Maintenant que nous avons démystifié ce qu’était une cryptomonnaie, parlons de Satoshi Nakamoto. Vous avez sûrement déjà entendu ce nom au détour d’une conversation ou d’une émission télévisée en pensant peut être qu’il s’agissait d’un milliardaire chinois qui a monté un projet fou pour des raisons d’intérêt personnel. La vérité en est quelque peu différente.

Satoshi Nakamoto est le pseudonyme utilisé par l’inventeur du Bitcoin (et par la même occasion de la blockchain), la première cryptomonnaie jamais crée, et aujourd’hui celle représentant l’actif principal utilisé par les détenteurs d’un portefeuille de cryptomonnaie. Son développement par l’utilisateur, dont l’identité véritable n’a jamais pu être vérifiée, a commencé en 2007 mais ce n’est qu’en Janvier 2009 que la première version visant à devenir le Bitcoin d’aujourd’hui est publiée par l’inventeur anonyme.

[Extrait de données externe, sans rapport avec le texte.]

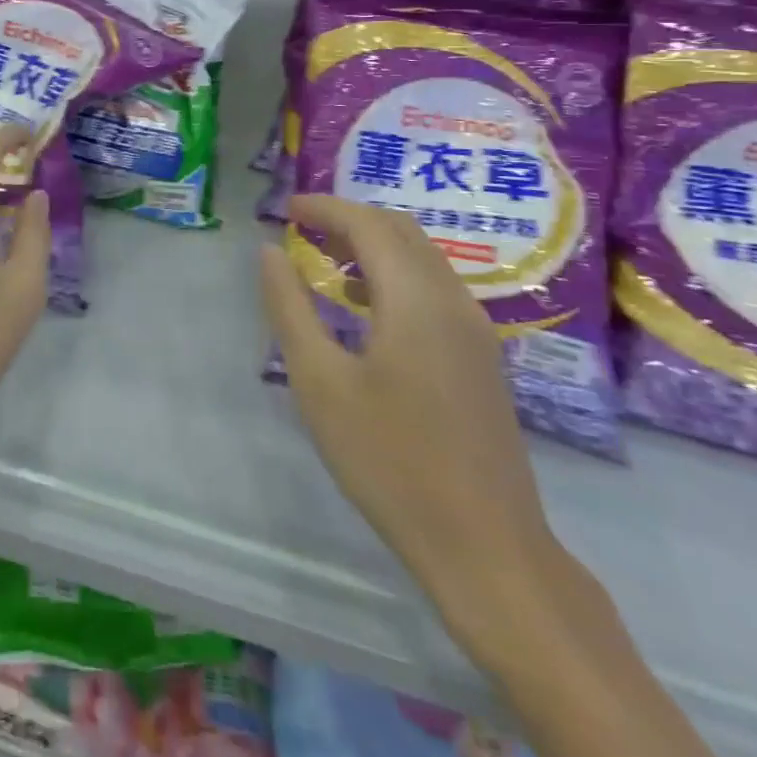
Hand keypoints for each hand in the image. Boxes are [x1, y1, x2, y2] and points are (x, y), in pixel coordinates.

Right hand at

En dépit de la volonté de son créateur, restée inconnue, quant à l’objectif derrière la création de ce nouveau système d’échange monétaire, le Bitcoin se fait rapidement percevoir comme l’emblème du renouveau financier et une alternative valable au système financier traditionnel, alors en grand questionnement à cette époque. Ainsi, il devient la figure de proue à influence libertarianiste de celles et ceux qui rêvent d’un monde où la liberté individuelle est au sommet des préoccupations, maintenant ainsi pour tous un fonctionnement indépendant des structures économiques et s’affranchissant des doctrines propres à un Etat.

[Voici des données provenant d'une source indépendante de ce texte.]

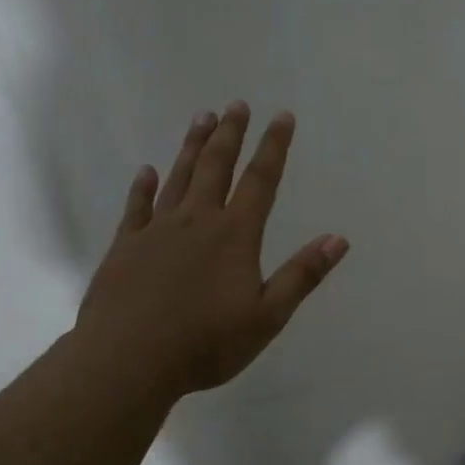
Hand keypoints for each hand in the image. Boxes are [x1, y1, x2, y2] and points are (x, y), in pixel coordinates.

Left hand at [68, 103, 347, 400]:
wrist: (127, 360)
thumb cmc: (205, 343)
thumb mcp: (267, 316)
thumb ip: (302, 275)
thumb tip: (339, 239)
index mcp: (234, 235)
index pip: (260, 180)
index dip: (273, 147)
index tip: (281, 116)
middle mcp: (197, 220)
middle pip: (217, 167)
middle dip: (230, 134)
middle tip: (236, 104)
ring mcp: (157, 230)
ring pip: (179, 177)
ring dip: (193, 147)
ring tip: (202, 118)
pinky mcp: (125, 246)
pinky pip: (137, 207)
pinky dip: (143, 187)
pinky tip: (146, 172)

Le Bitcoin entraînera plus tard la création de plusieurs autres cryptomonnaies, dont certaines sont basées sur le code source même de ce dernier.

 

Fonctionnement

Pour déterminer le fonctionnement de cette blockchain et comprendre comment un tel niveau de sécurité est conservé pour les transactions, il faut s’imaginer les « mineurs » des dites cryptomonnaies comme léguant les ressources de leurs machines au réseau de blockchain afin de mettre à jour cette gigantesque base de données. Ainsi, leur puissance de calcul permet de valider les nouveaux blocs de données en résolvant un problème de cryptographie dit de force brute, c’est ce que l’on appelle la preuve de travail, dit « proof of work ».

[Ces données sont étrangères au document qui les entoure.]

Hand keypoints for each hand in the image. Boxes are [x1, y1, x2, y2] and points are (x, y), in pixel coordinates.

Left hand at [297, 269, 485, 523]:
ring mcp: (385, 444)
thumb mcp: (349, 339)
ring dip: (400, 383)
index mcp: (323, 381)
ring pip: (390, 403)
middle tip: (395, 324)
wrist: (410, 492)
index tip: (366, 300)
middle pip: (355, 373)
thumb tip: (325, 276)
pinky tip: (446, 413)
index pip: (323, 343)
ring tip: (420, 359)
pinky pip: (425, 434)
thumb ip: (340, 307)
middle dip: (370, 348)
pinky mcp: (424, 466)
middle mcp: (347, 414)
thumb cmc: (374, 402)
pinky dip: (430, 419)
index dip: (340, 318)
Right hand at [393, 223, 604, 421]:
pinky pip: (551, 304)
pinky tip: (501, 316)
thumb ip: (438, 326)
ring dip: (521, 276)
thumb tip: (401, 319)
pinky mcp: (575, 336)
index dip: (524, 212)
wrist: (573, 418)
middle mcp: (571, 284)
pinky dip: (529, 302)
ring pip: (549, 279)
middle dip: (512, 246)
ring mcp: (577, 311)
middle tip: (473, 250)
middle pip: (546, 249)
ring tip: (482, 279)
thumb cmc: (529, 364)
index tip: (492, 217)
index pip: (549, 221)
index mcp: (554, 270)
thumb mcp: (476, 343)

Cependant, ce type de fonctionnement, malgré qu’il ait prouvé sa fiabilité, soulève maintenant des questionnements notamment quant à son temps de latence, et sa consommation énergétique importante. C’est ainsi que de nouvelles alternatives apparaissent : par exemple, la preuve de participation, ou preuve d’enjeu, qui n’utilise pas de puissance de calcul pour la validation ; ou encore la preuve d’espace, qui, elle, utilise l’espace libre sur le disque dur des mineurs, réduisant considérablement la consommation nécessaire à la production de nouveaux blocs. (lien vers article Chia / consommation énergétique des cryptos)

Les moyens ne manquent donc pas quant il s’agit de vérifier l’intégrité des nouveaux blocs de la blockchain. Le développement exponentiel de ces protocoles de sécurisation est important pour le futur des cryptomonnaies et reste un des arguments principaux à prendre en compte pour les investisseurs actuels comme pour ceux à venir quant à leur choix d’une cryptomonnaie durable et sécurisée, sans que ce soit au détriment de notre environnement.

Quel futur dans le modèle économique ?

Au cours des dernières années, la cryptomonnaie a su se prouver comme un facteur économique contemporain majeur et, petit-à-petit, s’impose comme une force d’investissement non-négligeable. Son haut potentiel financier, sa sécurité, et son indépendance des banques centrales sont tout autant d’arguments solides qui promettent un avenir radieux à ceux qui choisissent de lui faire confiance, ce qui est déjà et autant le cas pour une majorité des fonds d’investissements s’appuyant sur ce système pour leur développement mais aussi pour Mr. Tout-le-monde souhaitant placer son argent dans des alternatives aux banques proposant plus d’intérêts sur le court comme sur le long-terme.

Pour conclure, la « crypto » a encore bien des innovations à apporter au sujet de la gestion, la conservation, et l’échange monétaire dans un modèle économique vieillissant et offrant peu de liberté en terme de choix d’investissement à chacun : elle se démarque comme un pari sur le futur finalement peu risqué comparé à un investissement plus traditionnel.